On yedi yaşında kız hasta kliniğimize kızlara yönelik cinsel istek artışı, kız olma konusunda memnuniyetsizlik,
erkek olma arzusu, kendine zarar verme ve kişisel sınırları aşma şikayetleri ile başvurdu. Kızlarla cinsel
ilişkiye girme, öpmeye çalışma, cinsel ilişki isteği geri çevrildiğinde bıçakla tehdit etme, talepleri
karşılanmadığında kurum yetkililerine saldırma ve kolunu kesme semptomları mevcuttu. Tıbbi öyküsünde,
doğumundan sonraki 1. ayında labio-skrotal füzyon ve tek ürogenital açıklık temelinde 46 XX basit virilizan
tip KAH tanısı konulmuş, 1.5 yaşında kız olarak yetiştirilmek üzere cerrahi rekonstrüksiyon geçirmiş.
Ebeveynlerin yetersiz bakımının bir sonucu olarak, dört yaşındayken kurum bakımına alınmış. Onyedi
yaşına kadar kurumda kalan hastanın, kurumdan sık sık kaçtığı ve bir kez cinsel istismara maruz kaldığı
öğrenildi. Ayrıca, son kurumunda bir kızı tehdit ettiği ve kıza 3 ay boyunca cinsel istismar uyguladığı
öğrenildi. Hastada cinsiyet disforisi ve kişilik bozukluğu özellikleri tespit edildi. KAH’a veya yetersiz bakım
ve cinsel sınırların olmamasına bağlı olarak cinsiyet disforisi ortaya çıkabilir. Olgumuzda olduğu gibi,
hemcinsine olan ilgi ve zorla cinsel ilişkiye girme cinsiyet disforisinin zorluklarındandır. Cinsiyet disforisinin
genetik veya çevresel risk faktörlerine sahip olan bireylerin cinsiyet disforisi geliştirme riskinin göz önüne
alınması gerektiği ve bu bireylerin cinsel istismar riskinin artmış olduğu vurgulanmaktadır.
Sexual Abuse and Exploitation of an Adolescent Girl with Gender Dysphoria and Congenital Adrenal Hyperplasia
Gender dysphoria is a psychosexual disorder characterized by powerful cross-gender identification and
a continuous dissatisfaction with one’s biological gender role. Congenital Adrenal Hyperplasia (CAH) is
a sexual developmental disorder resulting from congenital deficiency and functional impairment of
enzymes enabling cortisol synthesis. Gender dysphoria may be developed in 5.2% of CAH patients.

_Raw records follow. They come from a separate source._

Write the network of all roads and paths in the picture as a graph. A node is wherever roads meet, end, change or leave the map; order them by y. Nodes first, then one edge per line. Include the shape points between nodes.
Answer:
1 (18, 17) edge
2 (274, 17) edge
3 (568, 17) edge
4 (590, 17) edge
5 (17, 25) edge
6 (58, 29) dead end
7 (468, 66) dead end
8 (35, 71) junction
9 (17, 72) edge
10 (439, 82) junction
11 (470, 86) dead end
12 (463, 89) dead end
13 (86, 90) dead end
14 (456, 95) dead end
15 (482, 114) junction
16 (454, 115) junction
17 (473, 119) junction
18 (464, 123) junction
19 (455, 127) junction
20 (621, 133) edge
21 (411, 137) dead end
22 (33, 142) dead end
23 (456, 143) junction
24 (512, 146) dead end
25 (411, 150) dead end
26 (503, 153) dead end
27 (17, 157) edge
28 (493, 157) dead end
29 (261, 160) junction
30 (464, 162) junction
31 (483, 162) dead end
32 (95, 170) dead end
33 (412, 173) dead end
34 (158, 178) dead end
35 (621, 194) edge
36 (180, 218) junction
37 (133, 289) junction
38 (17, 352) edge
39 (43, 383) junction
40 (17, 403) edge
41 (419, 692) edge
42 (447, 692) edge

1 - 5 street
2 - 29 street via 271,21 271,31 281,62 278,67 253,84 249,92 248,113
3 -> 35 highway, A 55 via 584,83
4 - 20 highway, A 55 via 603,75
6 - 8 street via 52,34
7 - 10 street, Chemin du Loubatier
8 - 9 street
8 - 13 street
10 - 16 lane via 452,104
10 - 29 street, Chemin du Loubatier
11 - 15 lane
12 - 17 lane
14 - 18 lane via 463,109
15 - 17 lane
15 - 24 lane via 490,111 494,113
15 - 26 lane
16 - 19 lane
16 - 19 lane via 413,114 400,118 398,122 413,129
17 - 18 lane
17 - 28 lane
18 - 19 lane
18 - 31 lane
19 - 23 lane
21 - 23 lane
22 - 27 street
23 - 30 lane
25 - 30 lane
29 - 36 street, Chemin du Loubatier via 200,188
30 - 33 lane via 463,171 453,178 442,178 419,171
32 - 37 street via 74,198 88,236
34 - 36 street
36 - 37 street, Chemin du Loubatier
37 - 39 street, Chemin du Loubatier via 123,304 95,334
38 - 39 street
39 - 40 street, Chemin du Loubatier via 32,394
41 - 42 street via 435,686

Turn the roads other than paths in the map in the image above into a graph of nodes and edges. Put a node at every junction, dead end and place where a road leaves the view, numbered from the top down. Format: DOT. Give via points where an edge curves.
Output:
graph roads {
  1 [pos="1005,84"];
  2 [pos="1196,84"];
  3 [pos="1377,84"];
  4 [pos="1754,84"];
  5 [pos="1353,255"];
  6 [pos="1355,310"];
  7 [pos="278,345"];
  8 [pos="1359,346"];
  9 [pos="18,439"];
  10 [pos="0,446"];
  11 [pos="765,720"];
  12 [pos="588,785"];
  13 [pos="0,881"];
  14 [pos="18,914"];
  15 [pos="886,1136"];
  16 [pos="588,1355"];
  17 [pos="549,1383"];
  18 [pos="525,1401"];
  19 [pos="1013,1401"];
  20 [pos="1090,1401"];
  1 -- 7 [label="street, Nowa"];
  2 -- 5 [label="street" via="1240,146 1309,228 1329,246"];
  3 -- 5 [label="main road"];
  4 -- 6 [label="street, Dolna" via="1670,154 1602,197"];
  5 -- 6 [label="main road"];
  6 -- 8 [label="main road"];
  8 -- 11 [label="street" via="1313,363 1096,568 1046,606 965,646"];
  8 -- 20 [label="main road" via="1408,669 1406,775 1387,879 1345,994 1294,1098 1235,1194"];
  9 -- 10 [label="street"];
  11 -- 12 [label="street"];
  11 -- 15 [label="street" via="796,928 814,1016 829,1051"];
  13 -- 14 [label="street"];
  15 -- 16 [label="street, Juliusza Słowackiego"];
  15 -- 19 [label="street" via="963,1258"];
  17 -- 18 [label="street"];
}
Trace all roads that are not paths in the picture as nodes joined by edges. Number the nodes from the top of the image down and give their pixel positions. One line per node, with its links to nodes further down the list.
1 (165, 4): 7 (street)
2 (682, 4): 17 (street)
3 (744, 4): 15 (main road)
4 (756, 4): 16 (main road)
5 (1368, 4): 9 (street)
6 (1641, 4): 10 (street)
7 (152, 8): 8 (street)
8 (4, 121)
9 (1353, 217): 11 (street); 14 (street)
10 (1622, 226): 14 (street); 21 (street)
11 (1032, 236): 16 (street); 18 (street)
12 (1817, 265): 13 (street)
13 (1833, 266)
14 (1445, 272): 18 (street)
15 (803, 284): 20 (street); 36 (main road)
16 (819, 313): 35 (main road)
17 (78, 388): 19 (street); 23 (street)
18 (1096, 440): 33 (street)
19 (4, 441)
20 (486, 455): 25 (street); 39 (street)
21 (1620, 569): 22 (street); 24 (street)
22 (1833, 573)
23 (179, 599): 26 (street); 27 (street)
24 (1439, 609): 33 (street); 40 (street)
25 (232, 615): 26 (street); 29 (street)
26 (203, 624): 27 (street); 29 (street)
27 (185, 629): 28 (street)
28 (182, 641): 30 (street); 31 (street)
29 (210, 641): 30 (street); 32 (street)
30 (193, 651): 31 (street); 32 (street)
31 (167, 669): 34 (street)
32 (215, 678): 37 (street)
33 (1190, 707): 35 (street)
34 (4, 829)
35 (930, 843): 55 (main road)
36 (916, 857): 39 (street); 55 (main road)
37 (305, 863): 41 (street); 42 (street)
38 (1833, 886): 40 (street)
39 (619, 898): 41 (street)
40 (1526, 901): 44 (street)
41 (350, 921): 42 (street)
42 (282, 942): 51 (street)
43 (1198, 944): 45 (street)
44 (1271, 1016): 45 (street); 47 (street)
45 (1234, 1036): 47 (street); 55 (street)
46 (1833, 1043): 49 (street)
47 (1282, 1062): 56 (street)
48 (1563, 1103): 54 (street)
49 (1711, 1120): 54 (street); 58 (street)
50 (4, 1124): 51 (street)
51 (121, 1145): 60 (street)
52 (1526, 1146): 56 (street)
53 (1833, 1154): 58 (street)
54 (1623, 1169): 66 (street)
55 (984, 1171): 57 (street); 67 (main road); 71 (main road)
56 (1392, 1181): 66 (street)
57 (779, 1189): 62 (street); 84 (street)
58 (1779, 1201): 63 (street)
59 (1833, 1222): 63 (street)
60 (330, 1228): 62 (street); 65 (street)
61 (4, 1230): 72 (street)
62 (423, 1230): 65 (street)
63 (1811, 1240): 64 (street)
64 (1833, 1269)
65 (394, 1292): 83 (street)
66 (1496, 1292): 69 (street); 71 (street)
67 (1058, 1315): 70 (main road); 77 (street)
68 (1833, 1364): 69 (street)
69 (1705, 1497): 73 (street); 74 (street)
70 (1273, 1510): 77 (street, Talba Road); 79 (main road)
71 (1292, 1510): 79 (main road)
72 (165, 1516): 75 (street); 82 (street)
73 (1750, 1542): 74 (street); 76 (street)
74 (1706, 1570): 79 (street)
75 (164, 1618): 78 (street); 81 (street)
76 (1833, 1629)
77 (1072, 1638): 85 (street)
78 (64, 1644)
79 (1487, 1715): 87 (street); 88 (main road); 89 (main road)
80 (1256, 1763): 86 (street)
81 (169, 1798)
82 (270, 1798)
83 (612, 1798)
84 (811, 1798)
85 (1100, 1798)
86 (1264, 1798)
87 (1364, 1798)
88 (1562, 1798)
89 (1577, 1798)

In
our case, sexual abuse and exploitation of an adolescent girl with gender dysphoria and CAH will be
discussed. The 17-year-old girl was admitted to our clinic with complaints of increasing sexual desire for
girls, dissatisfaction with being a girl, desire to be male, self-harming, and overstepping personal borders.
She sexually touched girls against their will, tried to kiss them, desired to have sex with them, and when
they rejected sexual intercourse, she threatened them with a knife when her demands were not met;
she attacked the officials at the institution and cut her own arm. In her medical history, a diagnosis of
46XX simple virilizing CAH had been made on the basis of labioscrotal fusion and the presence of a
single urogenital opening at 1 month. At the age of 1.5 years, the patient was operated to be raised as
a girl and surgical reconstruction was completed. As a result of inadequate parental care, she had been
taken into institutional care at the age of 4. We learned that the patient who was in the institution until
the age of 17 was frequently running away from the institution and once had been exposed to sexual
abuse. We also learned that she had threatened a girl in her last institution and sexually abused her for
3 months. Gender dysphoria and personality disorder traits were detected in the patient. Genetic and
environmental causes may lead to gender dysphoria. As in our case, interest in same-sex partners and
forced sexual contact are problems that may occur in gender dysphoria. It should be emphasized that
in individuals with genetic or environmental risk factors of gender dysphoria, the risk of developing
gender dysphoria and the risk of sexual abuse need to be considered.